Limitations & Future Work

  • Architecture Scope: Currently most applicable to encoder-decoder structures. Extensions to pure classifiers or next-token predictors require surrogate AEs or defining residuals in output space.
  • Contractivity Verification: While inductive biases exist, the local Lipschitz constant of large models is hard to verify globally.
  • Computational Cost: Calculating attractors for foundation models requires many iterations; setting thresholds and sampling counts requires careful budget analysis.
  • OOD Baselines: While outperforming static baselines like KNN, it needs comparison against more modern, specialized OOD methods and more complex distribution shifts.

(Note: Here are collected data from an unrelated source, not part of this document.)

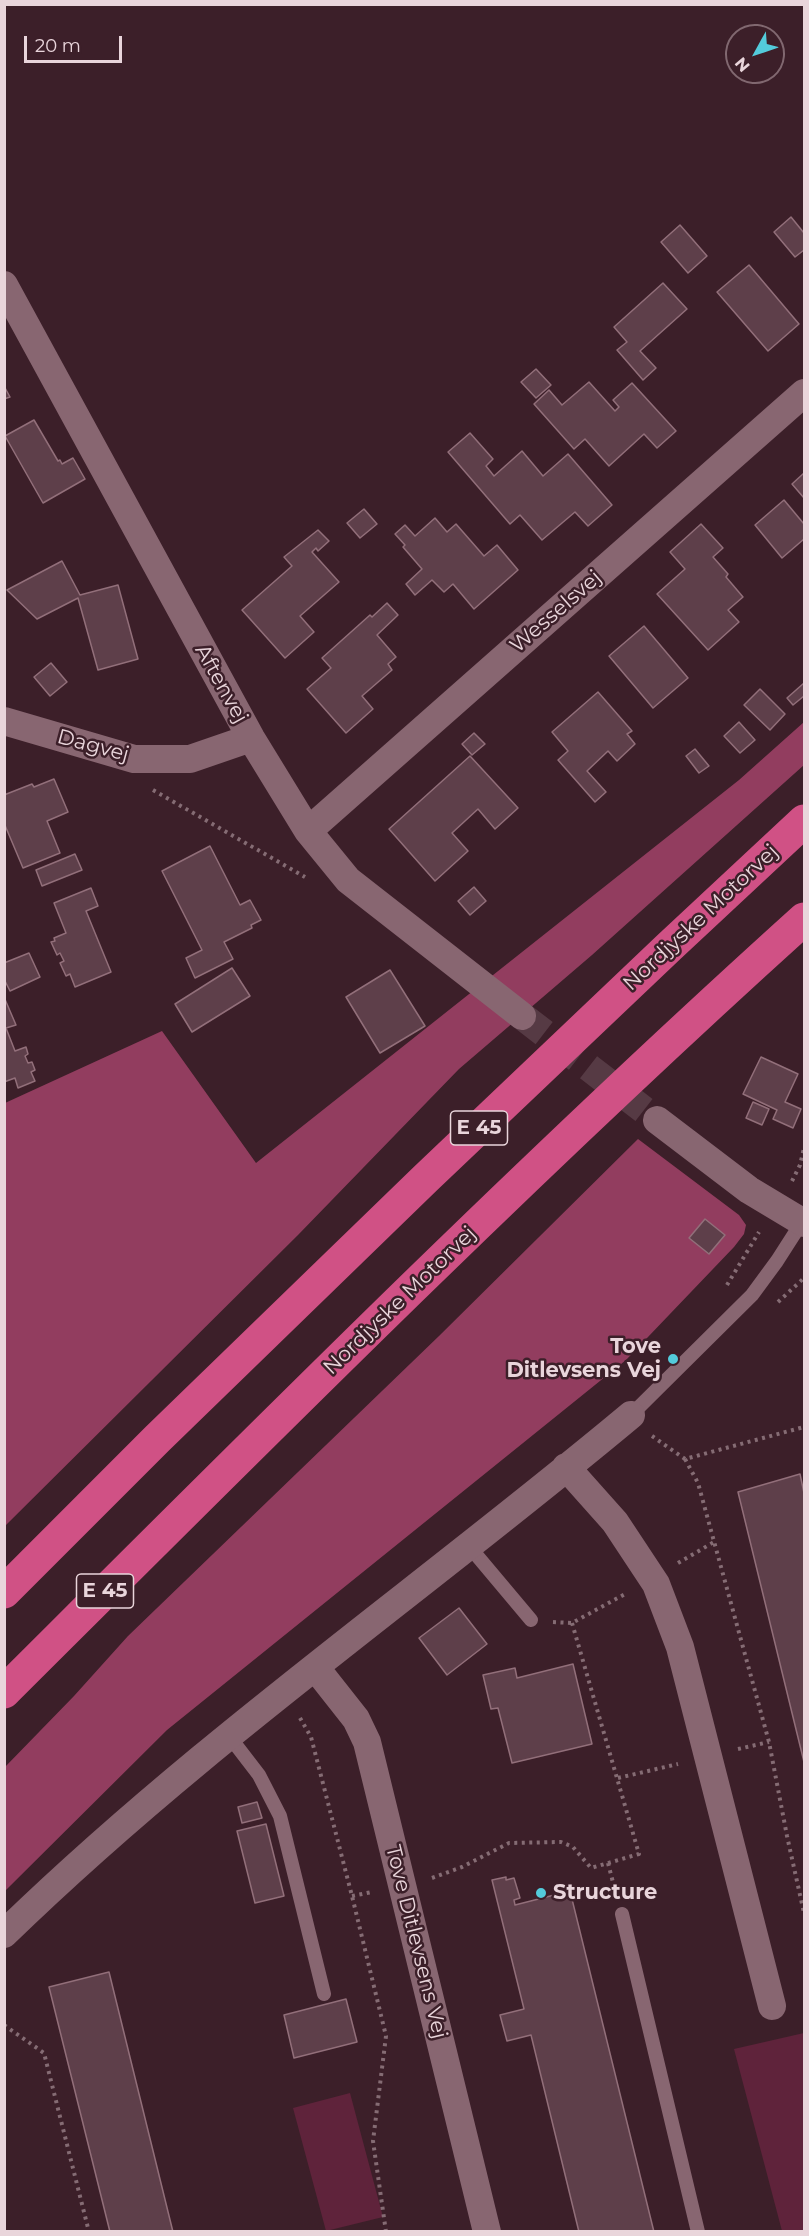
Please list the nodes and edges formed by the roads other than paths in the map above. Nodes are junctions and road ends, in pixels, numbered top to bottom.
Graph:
1 (4, 285) edge
2 (804, 393) edge
3 (4, 722) edge
4 (251, 738) junction
5 (804, 821) edge
6 (308, 831) junction
7 (804, 919) edge
8 (522, 1016) tunnel mouth
9 (657, 1120) tunnel mouth
10 (803, 1222) edge
11 (631, 1415) joint
12 (566, 1467) junction
13 (207, 1490) junction
14 (468, 1545) junction
15 (44, 1552) junction
16 (4, 1586) edge
17 (4, 1592) edge
18 (531, 1620) dead end
19 (315, 1667) junction
20 (4, 1692) edge
21 (4, 1717) edge
22 (229, 1736) junction
23 (621, 1914) road end
24 (4, 1934) edge
25 (324, 1994) dead end
26 (772, 2006) dead end
27 (487, 2232) edge
28 (698, 2232) edge

1 - 4 street, Aftenvej
2 - 6 street, Wesselsvej
3 - 4 street, Dagvej
4 - 6 street, Aftenvej
5 - 15 highway, Nordjyske Motorvej / E 45
6 - 8 street, Aftenvej
7 - 13 highway, Nordjyske Motorvej / E 45
9 - 10 street
10 - 11 lane
11 - 12 street
12 - 14 street
12 - 26 street
13 - 20 highway, Nordjyske Motorvej / E 45
13 - 21 highway
14 - 18 lane
14 - 19 street
15 - 16 highway
15 - 17 highway, Nordjyske Motorvej / E 45
19 - 22 street
19 - 27 street, Tove Ditlevsens Vej
22 - 24 street
22 - 25 lane
23 - 28 lane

  • vs. Denoising/Contractive AE: Extends the link between residuals and score functions to full trajectories and attractors.

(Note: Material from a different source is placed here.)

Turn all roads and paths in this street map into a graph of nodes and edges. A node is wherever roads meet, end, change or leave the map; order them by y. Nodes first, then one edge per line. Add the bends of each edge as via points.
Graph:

  • vs. Associative Memory: While prior work focuses on over-parameterization, Ours shows under-fitting states also induce memorization-style attractors.
  • vs. Neural ODE/DEQ: Unlike ODEs that model depth, this system iterates a latent self-mapping after training, serving as a model analysis operator.
  • vs. Hopfield Networks: Memories are not specifically trained modules but emerge naturally from the AE's encoder-decoder weights.

Rating

  • Novelty: ⭐⭐⭐⭐⭐ Systematizing the AE latent self-map as a vector field to explain mem/gen is highly distinctive.
  • Experimental Thoroughness: ⭐⭐⭐⭐ Good coverage of SD-AE and ViT-MAE; however, comparisons with state-of-the-art OOD methods across non-AE models remain preliminary.
  • Writing Quality: ⭐⭐⭐⭐ Clear logic; Figures 2-5 effectively link theory to phenomena.
  • Value: ⭐⭐⭐⭐⭐ Inspiring for representation learning, model diagnosis, and mechanistic interpretability.